Le locataire soutient quant à lui que le congé est régulier dès lors que, conformément aux dispositions de l’article L.145-9 du Code de commerce, un délai de six mois a été respecté entre le congé et le dernier jour du trimestre civil.
Il affirme qu’il résulte de l’article L.145-4 du Code de commerce dans sa rédaction issue de la loi du 13 juillet 2006 que « la durée du contrat de location ne peut être inférieure à neuf ans », mais, « à défaut de convention contraire, le preneur a la faculté de donner congé à l’expiration d’une période triennale, dans les formes et délai de l’article L.145-9 du même code ». Selon lui, l’article L.145-9 du Code de commerce est applicable en l’espèce et n’est pas limité à l’hypothèse d’un congé délivré en matière de renouvellement du bail dès lors qu’il désigne expressément « les baux soumis aux dispositions du présent chapitre » dont l’intitulé est « du bail commercial », sans distinguer le bail initial du bail renouvelé.
Si le tribunal de grande instance de Versailles a fait droit à la demande du bailleur en considérant le congé comme étant irrégulier, il en va autrement pour la Cour d’appel de Versailles. En effet, celle-ci a admis que l’article L.145-9 du code s’appliquait non seulement aux congés délivrés dans le cadre d’une tacite prorogation du bail commercial, mais également aux congés délivrés en cours de bail, à l’issue d’une période triennale. Le congé pouvait valablement être délivré le 10 septembre 2009 pour le 31 mars 2010.

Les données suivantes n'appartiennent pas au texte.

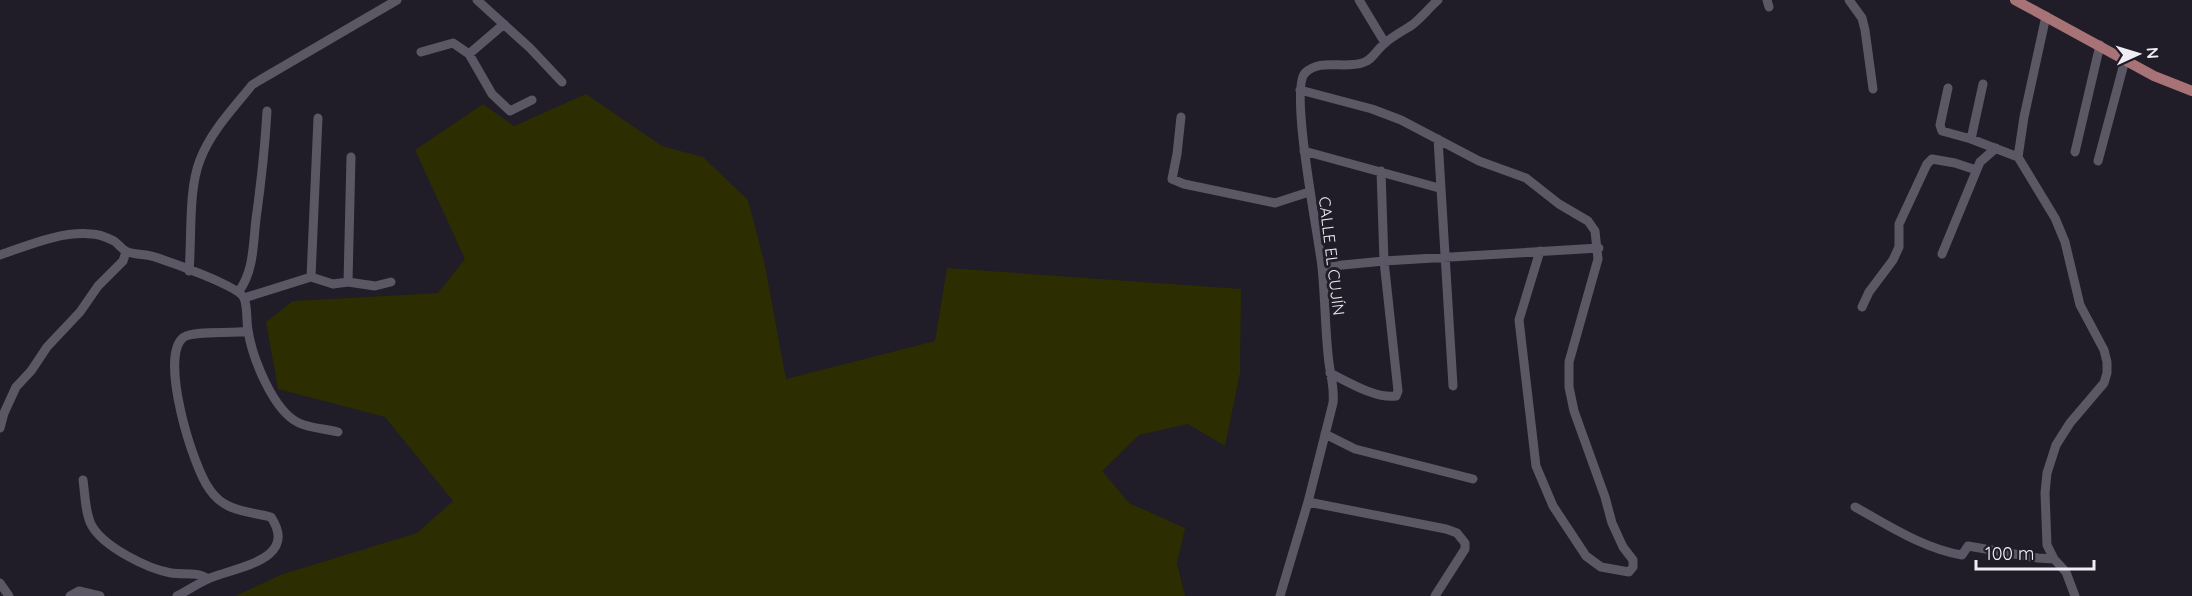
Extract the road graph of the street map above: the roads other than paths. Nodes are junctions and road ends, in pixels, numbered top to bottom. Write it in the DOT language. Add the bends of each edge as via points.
graph roads {
  1 [pos="397,0"];
  2 [pos="477,0"];
  3 [pos="1359,0"];
  4 [pos="1438,0"];
  5 [pos="1849,0"];
  6 [pos="2015,0"];
  7 [pos="2046,16"];
  8 [pos="504,24"];
  9 [pos="1385,43"];
  10 [pos="2100,45"];
  11 [pos="421,52"];
  12 [pos="469,54"];
  13 [pos="2126,60"];
  14 [pos="562,82"];
  15 [pos="1983,84"];
  16 [pos="1948,88"];
  17 [pos="1873,89"];
  18 [pos="1300,90"];
  19 [pos="2192,91"];
  20 [pos="532,100"];
  21 [pos="267,111"];
  22 [pos="1181,117"];
  23 [pos="318,118"];
  24 [pos="1438,139"];
  25 [pos="1971,139"];
  26 [pos="1996,148"];
  27 [pos="1304,151"];
  28 [pos="2075,152"];
  29 [pos="351,157"];
  30 [pos="2018,157"];
  31 [pos="2098,161"];
  32 [pos="1976,170"];
  33 [pos="1381,171"];
  34 [pos="1439,188"];
  35 [pos="1309,192"];
  36 [pos="1599,248"];
  37 [pos="1540,250"];
  38 [pos="126,252"];
  39 [pos="1942,254"];
  40 [pos="0,255"];
  41 [pos="1444,258"];
  42 [pos="1384,261"];
  43 [pos="1322,267"];
  44 [pos="189,271"];
  45 [pos="311,277"];
  46 [pos="348,282"];
  47 [pos="391,282"];
  48 [pos="242,295"];
  49 [pos="1862,307"];
  50 [pos="248,331"];
  51 [pos="1330,373"];
  52 [pos="1453,386"];
  53 [pos="0,428"];
  54 [pos="339,432"];
  55 [pos="1325,434"];
  56 [pos="1473,479"];
  57 [pos="83,480"];
  58 [pos="1308,502"];
  59 [pos="1855,507"];
  60 [pos="2054,559"];
  61 [pos="208,579"];
  62 [pos="0,583"];
  63 [pos="9,596"];
  64 [pos="70,596"];
  65 [pos="100,596"];
  66 [pos="177,596"];
  67 [pos="1280,596"];
  68 [pos="1435,596"];
  69 [pos="2074,596"];
  1 -- 44 [label="street" via="252,85 214,132 199,162"];
  2 -- 8 [label="street"];
  3 -- 9 [label="street"];
  4 -- 9 [label="street"];
  5 -- 17 [label="street" via="1862,18"];
  6 -- 7 [label="main road"];
  7 -- 10 [label="main road"];
  7 -- 30 [label="street"];
  8 -- 12 [label="street"];
  8 -- 14 [label="street"];
  9 -- 18 [label="street" via="1364,63 1310,69 1302,77"];
  10 -- 13 [label="main road"];
  10 -- 28 [label="street"];
  11 -- 12 [label="street" via="453,43"];
  12 -- 20 [label="street" via="492,94 510,111"];
  13 -- 19 [label="main road"];
  13 -- 31 [label="street"];
  15 -- 25 [label="street"];
  16 -- 25 [label="street" via="1940,128 1945,133"];
  18 -- 24 [label="street" via="1372,109"];
  18 -- 27 [label="street, CALLE EL CUJÍN"];
  21 -- 48 [label="street" via="265,160 251,262"];
  22 -- 35 [label="street" via="1172,179 1275,203"];
  23 -- 45 [label="street"];
  24 -- 34 [label="street"];
  24 -- 36 [label="street" via="1479,161 1526,178 1588,221"];
  25 -- 26 [label="street"];
  26 -- 30 [label="street"];
  26 -- 32 [label="street"];
  27 -- 33 [label="street"];
  27 -- 35 [label="street, CALLE EL CUJÍN"];
  29 -- 46 [label="street"];
  30 -- 60 [label="street" via="2055,218 2065,242 2080,306 2107,362 2104,383 2056,445 2047,473 2047,545"];
  32 -- 39 [label="street"];
  32 -- 49 [label="street" via="1940,159 1927,164 1899,224 1899,247"];
  33 -- 34 [label="street"];
  33 -- 42 [label="street"];
  34 -- 41 [label="street"];
  35 -- 43 [label="street, CALLE EL CUJÍN"];
  36 -- 37 [label="street"];
  36 -- 37 [label="street" via="1569,362 1569,387 1612,523 1633,560 1629,572 1601,567 1586,556 1553,506 1536,466 1519,320"];
  37 -- 41 [label="street"];
  38 -- 40 [label="street" via="113,241 94,234 78,234"];
  38 -- 44 [label="street" via="153,256"];
  38 -- 53 [label="street" via="123,261 16,387"];
  41 -- 42 [label="street"];
  41 -- 52 [label="street"];
  42 -- 43 [label="street"];
  42 -- 51 [label="street" via="1396,396 1361,389"];
  43 -- 51 [label="street, CALLE EL CUJÍN"];
  44 -- 48 [label="street" via="226,283"];
  45 -- 46 [label="street" via="333,285"];
  45 -- 48 [label="street"];
  46 -- 47 [label="street" via="375,286"];
  48 -- 50 [label="street"];
  50 -- 54 [label="street" via="268,388 280,409 298,423"];
  50 -- 61 [label="street" via="192,333 176,347 178,403 209,490 238,511 271,517 279,537 277,547 266,557"];
  51 -- 55 [label="street, CALLE EL CUJÍN" via="1334,391"];
  55 -- 56 [label="street" via="1355,449"];
  55 -- 58 [label="street, CALLE EL CUJÍN"];
  57 -- 61 [label="street" via="92,526 111,546 139,562 171,573"];
  58 -- 67 [label="street, CALLE EL CUJÍN"];
  58 -- 68 [label="street" via="1457,533 1465,549"];
  59 -- 60 [label="street" via="1909,536 1952,553 1962,555 1968,546"];
  60 -- 69 [label="street" via="2066,572"];
  61 -- 66 [label="street"];
  62 -- 63 [label="street"];
  64 -- 65 [label="street" via="79,591"];
}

La troisième chambre civile de la Cour de cassation a censuré le raisonnement des juges du fond relatif au caractère régulier du congé, pour violation des articles L.145-4 et L.145-9 du Code de commerce. Ce deuxième article n’est applicable qu’aux congés délivrés dans le cadre d’une tacite prorogation. Par conséquent, la partie qui envisage délivrer un congé en cours de bail commercial doit respecter un délai d’au moins six mois avant la fin de la période triennale. Le congé ne respectant pas ce délai est irrégulier. Il en va ainsi, en l’espèce, lorsqu’il est délivré après le 18 février 2019.

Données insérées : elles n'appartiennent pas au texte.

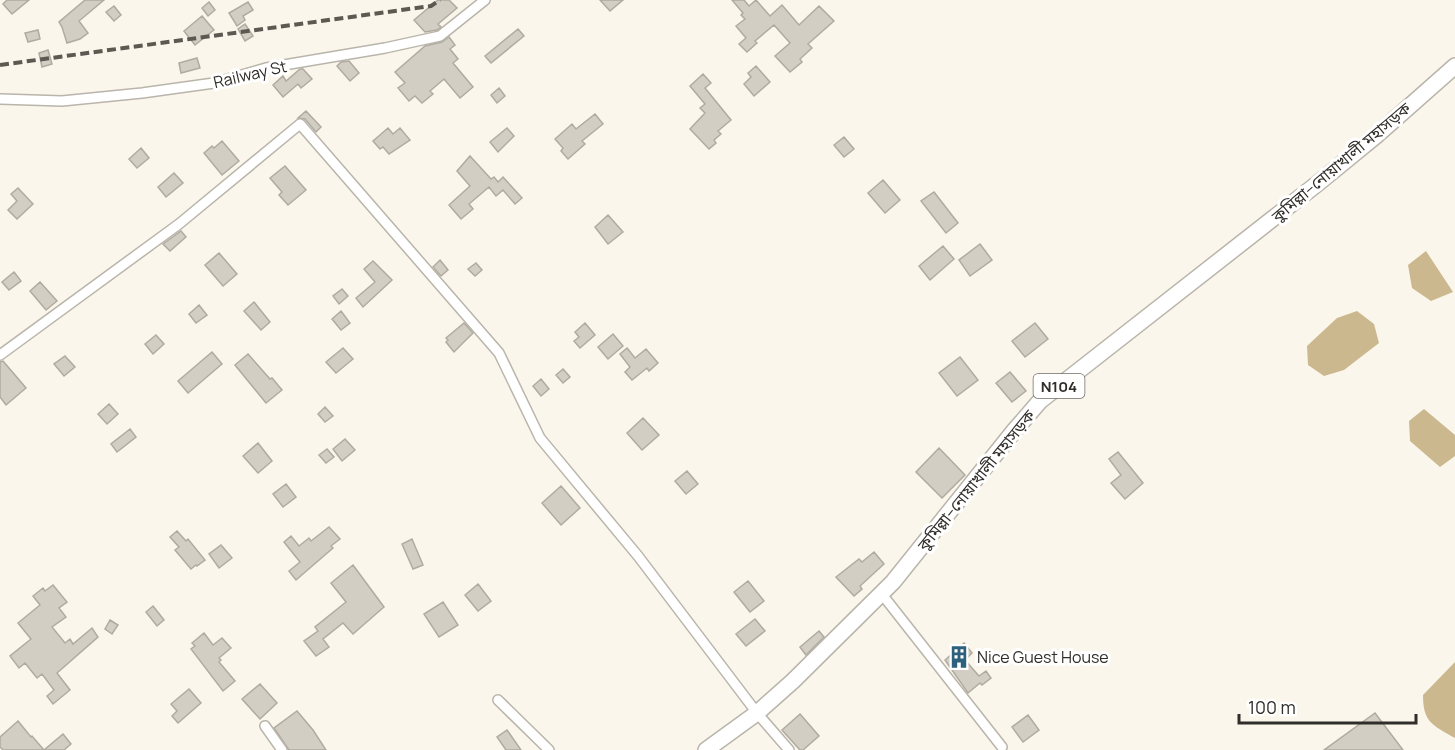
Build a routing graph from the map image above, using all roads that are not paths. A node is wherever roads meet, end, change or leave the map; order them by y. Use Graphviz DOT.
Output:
graph roads {
  1 [pos="485,0"];
  2 [pos="1455,66"];
  3 [pos="0,99"];
  4 [pos="0,355"];
  5 [pos="881,593"];
  6 [pos="498,700"];
  7 [pos="758,713"];
  8 [pos="264,726"];
  9 [pos="1002,747"];
  10 [pos="282,750"];
  11 [pos="549,750"];
  12 [pos="706,750"];
  13 [pos="789,750"];
  1 -- 3 [label="street, Railway St"];
  2 -- 5 [label="highway, কুমিল্লা–নোয়াখালী মহাসড়ক / N104"];
  4 -- 7 [label="street"];
  5 -- 7 [label="highway, কুমিল্লা–নোয়াখালী মহাসড়ক / N104"];
  5 -- 9 [label="street"];
  6 -- 11 [label="street"];
  7 -- 12 [label="highway, কুমিল্লা–নোয়াখালী মহাসড়ক / N104"];
  7 -- 13 [label="street"];
  8 -- 10 [label="street"];
}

La Cour de cassation avait déjà admis, dans un arrêt antérieur, que le délai prévu par l’article L.145-9 ne s’appliquait pas à l’occasion d’un congé donné en fin de période triennale (Cass. civ. 3ème, 3 juillet 2013, n°12-17.914).
En raison du manque de clarté des dispositions précitées, la loi n°2012-387 du 22 mars 2012 relative à la simplification du droit et à l’allégement des démarches administratives a modifié les premiers alinéas de l’article L.145-9 du Code de commerce. L’article distingue désormais expressément les délais à respecter en cours de bail commercial des délais à respecter au cours d’une tacite prolongation.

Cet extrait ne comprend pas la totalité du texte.